INTRODUCTION
I can just see my sister, or my brother, or others that lived on dad's, Mr. Joe Fitzgerald's, place saying, "Why, that's not the way it was. It didn't happen like that. We didn't do it that way." But these are my memories, not theirs. And whether or not my memories correspond to theirs is immaterial. Mostly, our disagreement would be on chronology, order of happenings, rather than the circumstances. My sisters were enough older than I that they lived in little worlds of their own; and my brother was enough younger that he certainly lived in a world of his own making. The emotional imprint gives different pictures to different people. Just like all history comes to us filtered through the visions and beliefs of authors, this view of life is the one written on my memory.
When my daughter asked me to write about what it was like to grow up during the Great Depression, I almost said, "I can't do that. I don't know what the Depression was like." Then I realized that it was my life, my childhood. We were not depressed. The Depression was something we read about in history years later; of which we viewed pictures and felt sorry for the victims. Certainly, I grew and thrived through those years. To us, the participants who had no other time, they were natural. Everyone struggled for the bare necessities. Our location in the country rather than a city or town, made the conditions somewhat better.
It is not my intention to minimize the difficulties people faced in those years, to make light of the tragic circumstances of some. As Donald I. Rogers said in The Day The Market Crashed,
We grew up in a land where hunger was as near as your neighbor's
home; where, in many towns, the unemployed outnumbered the
gainful workers by a wide margin; where newspapers and kraft
grocery bags were saved to make innersoles for shoes; where little
more than twenty-five percent of the high school graduates could
ever hope to go on to college; where aching teeth were allowed to
rot to stumps because dentists were a "luxury"; where people sat on
flagpoles for prizes, danced in marathons for purses, and allowed
themselves to be buried alive in quest of an endurance record and
a much needed award.
I've begun each chapter in this book with a quote from sources showing the conditions in other places. The years, marked by the market crash to the bombing of Pearl Harbor, are considered by most historians as the years of the Great Depression. The many programs to give work to the people and relieve suffering, begun during the Roosevelt Administration, were certainly welcome and great help--indeed, life saving to many--but lawmakers being politicians such as they still are and have always been, one program would no more than be set up and operating than it would be discontinued and another started. Those programs, funded by the government identified by acronyms such as NRA, CCC, AAA, WPA, fueled the sluggish economy and renewed hope in the people.

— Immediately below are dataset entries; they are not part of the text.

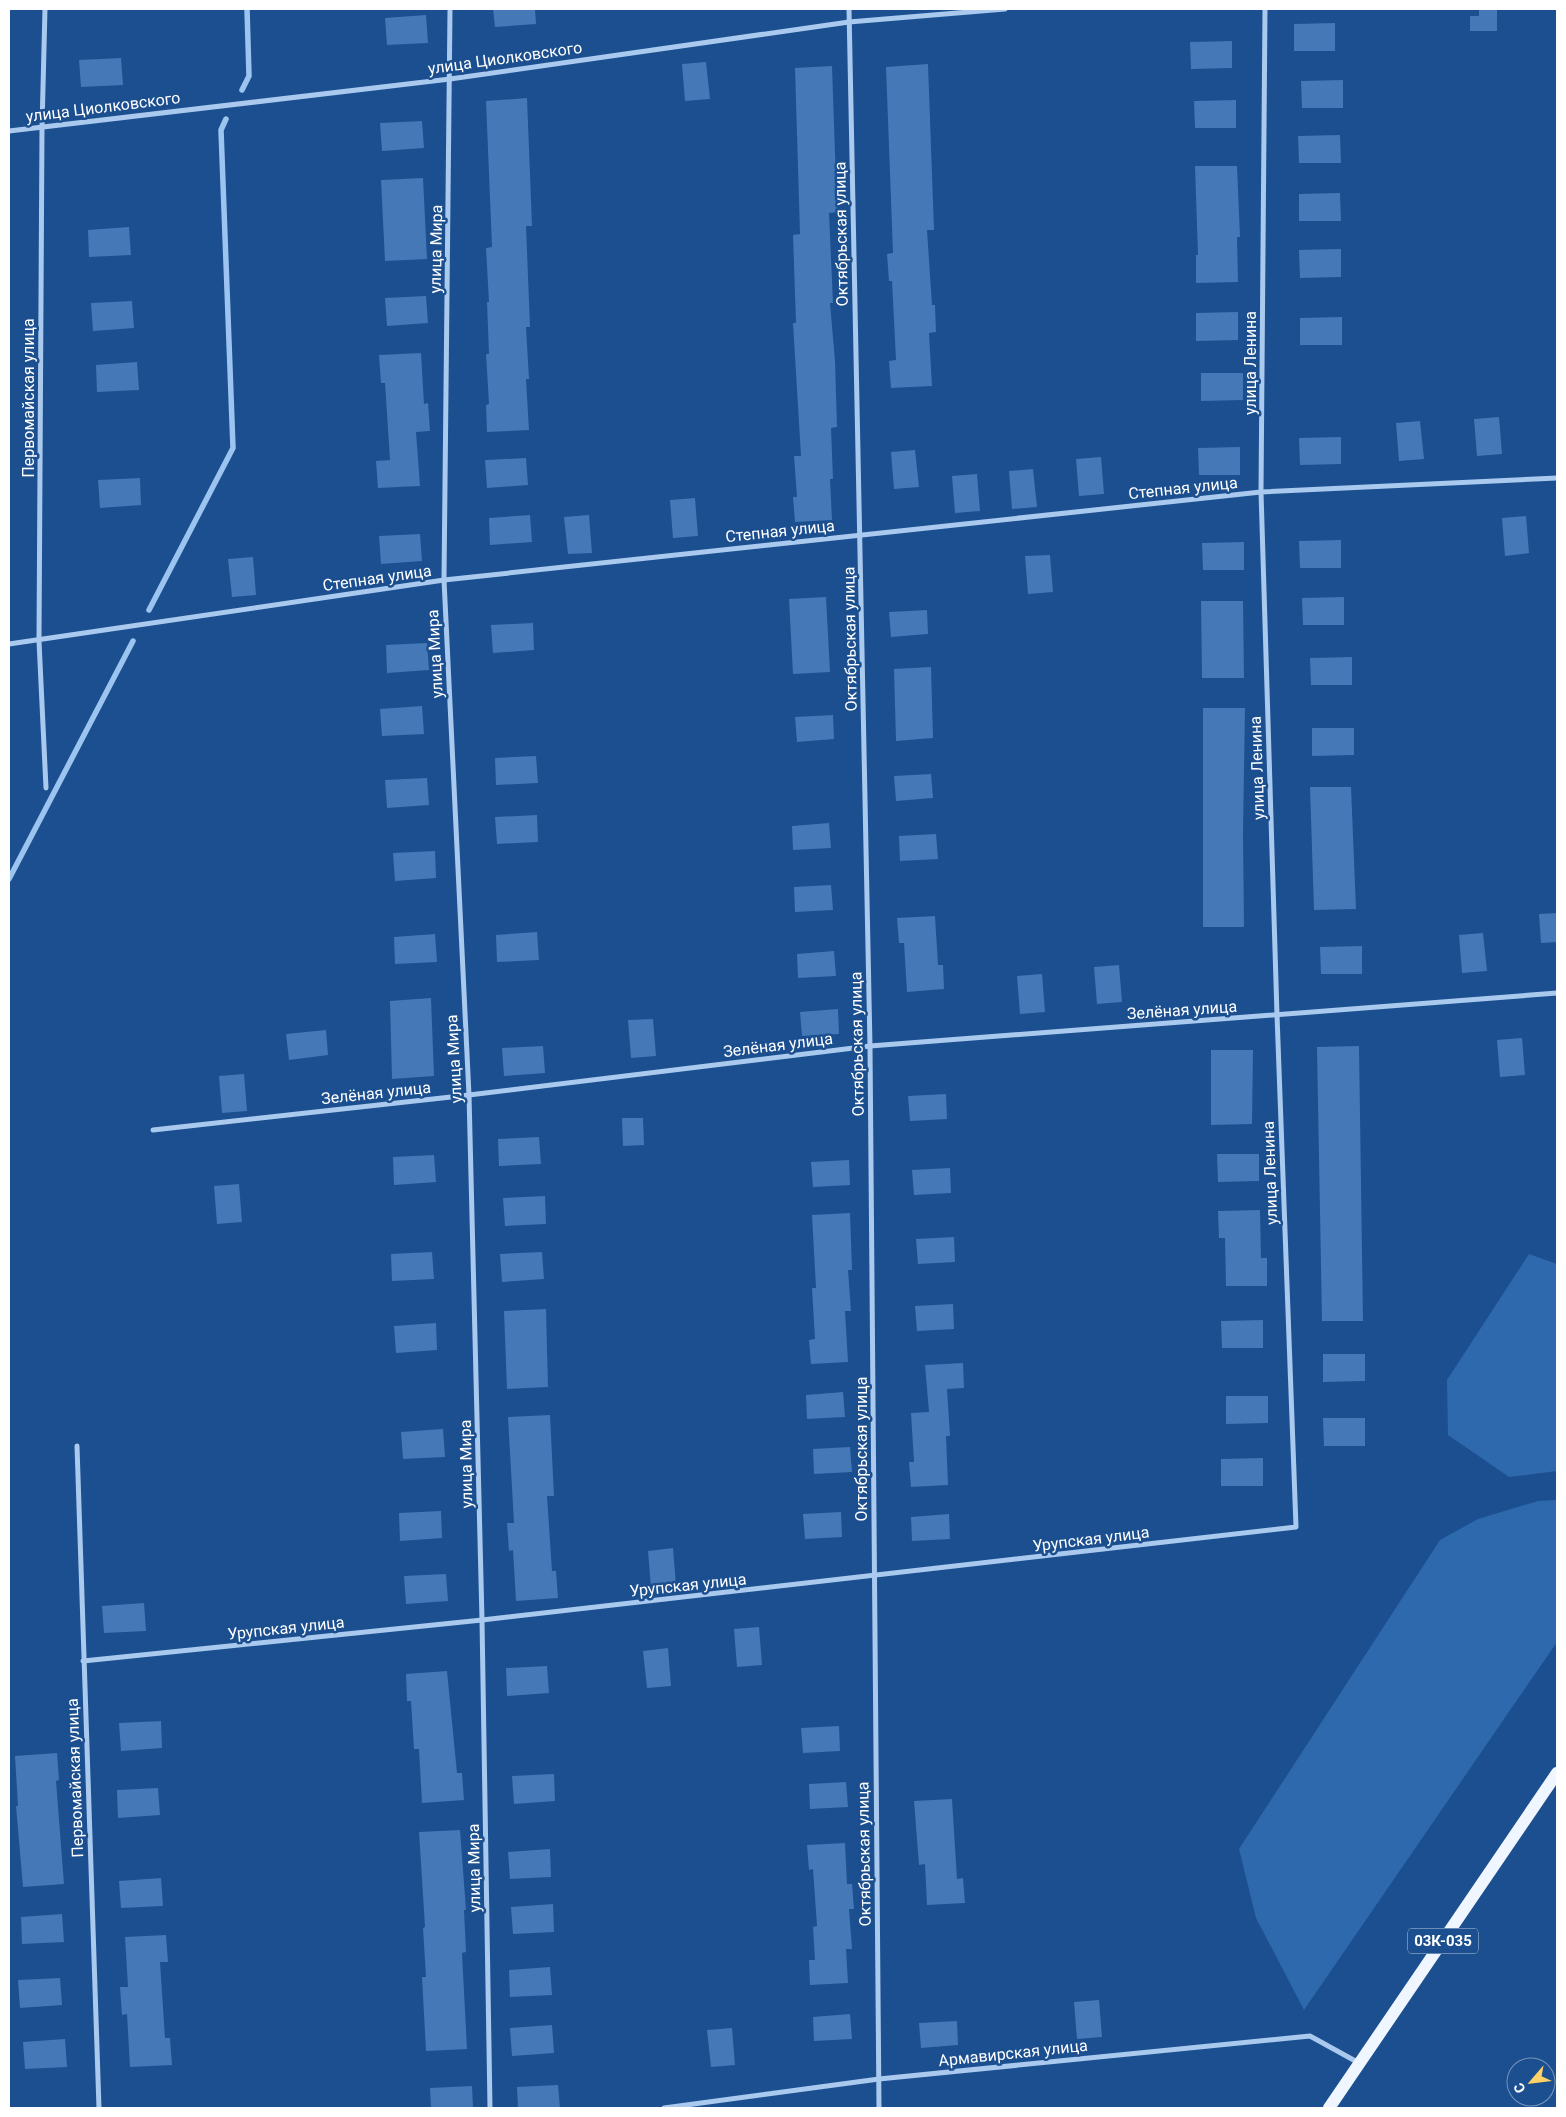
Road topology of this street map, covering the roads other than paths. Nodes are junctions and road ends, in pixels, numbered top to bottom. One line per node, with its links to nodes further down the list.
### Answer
1 (45, 9): 8 (street, Первомайская улица)
2 (450, 9): 7 (street, улица Мира)
3 (849, 9): 6 (street, Октябрьская улица)
4 (1004, 9): 6 (street, улица Циолковского)
5 (1264, 9): 11 (street, улица Ленина)
6 (849, 22): 7 (street, улица Циолковского); 12 (street, Октябрьская улица)
7 (450, 79): 8 (street, улица Циолковского); 13 (street, улица Мира)
8 (42, 127): 9 (street, улица Циолковского); 14 (street, Первомайская улица)
9 (9, 131)
10 (1557, 478): 11 (street, Степная улица)
11 (1261, 492): 12 (street, Степная улица); 18 (street, улица Ленина)
12 (860, 535): 13 (street, Степная улица); 19 (street, Октябрьская улица)
13 (444, 580): 14 (street, Степная улица); 20 (street, улица Мира)
14 (39, 641): 15 (street, Степная улица); 16 (street, Первомайская улица)
15 (9, 644)
16 (46, 788)
17 (1557, 993): 18 (street, Зелёная улица)
18 (1277, 1015): 19 (street, Зелёная улица); 23 (street, улица Ленина)
19 (870, 1046): 20 (street, Зелёная улица); 24 (street, Октябрьская улица)
20 (469, 1095): 21 (street, Зелёная улица); 25 (street, улица Мира)
21 (153, 1130)
22 (77, 1446): 26 (street, Первомайская улица)
23 (1296, 1527): 24 (street, Урупская улица)
24 (874, 1577): 25 (street, Урупская улица); 29 (street, Октябрьская улица)
25 (482, 1620): 26 (street, Урупская улица); 31 (street, улица Мира)
26 (83, 1661): 30 (street, Первомайская улица)
27 (1557, 1773): 28 (main road, 03К-035)
28 (1360, 2063): 29 (street, Армавирская улица); 34 (main road, 03К-035)
29 (879, 2079): 32 (street, Армавирская улица); 33 (street, Октябрьская улица)
30 (99, 2108)
31 (490, 2108)
32 (664, 2108)
33 (879, 2108)
34 (1329, 2108)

I'm sure our situation was not typical--but then, none is. We lived out in the country in Erath County, Texas, no major railroads or highways near, so we did not experience the transients there. Some that dad hired were "starved-out" farmers. They came and found a home on the nursery until they could do better. We had no paved roads and were not on the route to anywhere, so we did not see great numbers of unemployed and "soup lines". Country people had always lived with bare necessities, had learned frugality years before, but were mostly self-sufficient. We owned no paper stock, and didn't know those who did, so stock market crashes didn't touch us. Instead, we were dependent upon the land, the weather and natural fluctuations.

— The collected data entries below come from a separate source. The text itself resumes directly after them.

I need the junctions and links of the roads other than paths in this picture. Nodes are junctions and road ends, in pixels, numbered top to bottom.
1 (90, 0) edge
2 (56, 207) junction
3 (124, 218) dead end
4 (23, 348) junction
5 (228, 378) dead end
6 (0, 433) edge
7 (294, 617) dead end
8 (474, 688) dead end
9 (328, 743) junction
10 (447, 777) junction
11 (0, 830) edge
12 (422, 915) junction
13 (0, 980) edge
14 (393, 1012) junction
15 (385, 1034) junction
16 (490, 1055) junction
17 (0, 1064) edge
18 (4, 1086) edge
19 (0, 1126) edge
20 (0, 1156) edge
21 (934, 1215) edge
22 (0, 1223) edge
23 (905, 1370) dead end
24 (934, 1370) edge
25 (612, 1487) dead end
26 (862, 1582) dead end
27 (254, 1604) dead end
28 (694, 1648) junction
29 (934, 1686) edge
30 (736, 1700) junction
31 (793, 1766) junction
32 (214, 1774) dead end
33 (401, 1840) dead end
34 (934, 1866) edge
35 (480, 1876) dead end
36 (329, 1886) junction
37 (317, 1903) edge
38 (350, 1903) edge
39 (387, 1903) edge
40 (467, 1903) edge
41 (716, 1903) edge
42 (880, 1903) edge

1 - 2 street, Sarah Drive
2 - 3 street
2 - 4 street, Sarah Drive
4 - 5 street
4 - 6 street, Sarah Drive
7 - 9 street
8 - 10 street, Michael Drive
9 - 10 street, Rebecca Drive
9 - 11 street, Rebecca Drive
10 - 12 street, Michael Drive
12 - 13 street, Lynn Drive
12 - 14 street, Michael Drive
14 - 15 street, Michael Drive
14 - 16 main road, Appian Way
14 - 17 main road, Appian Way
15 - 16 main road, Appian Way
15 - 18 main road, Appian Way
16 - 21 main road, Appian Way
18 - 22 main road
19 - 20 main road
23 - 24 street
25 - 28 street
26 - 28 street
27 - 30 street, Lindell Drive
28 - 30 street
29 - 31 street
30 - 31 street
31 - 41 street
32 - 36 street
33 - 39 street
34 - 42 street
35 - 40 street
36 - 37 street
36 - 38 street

In fact, as you will see, our situation was not like that of most farmers. My father, Joe Fitzgerald, was an intelligent, informed man, with a fiercely independent spirit, who was not afraid to stray from the beaten path. He was dedicated to improving the land, to trying many new crops, to learning the secrets of horticulture. My corner of the great depression was unique, mine, but it was shared by so many family and friends who enriched my life. It was a wonderful time--those Depression Years.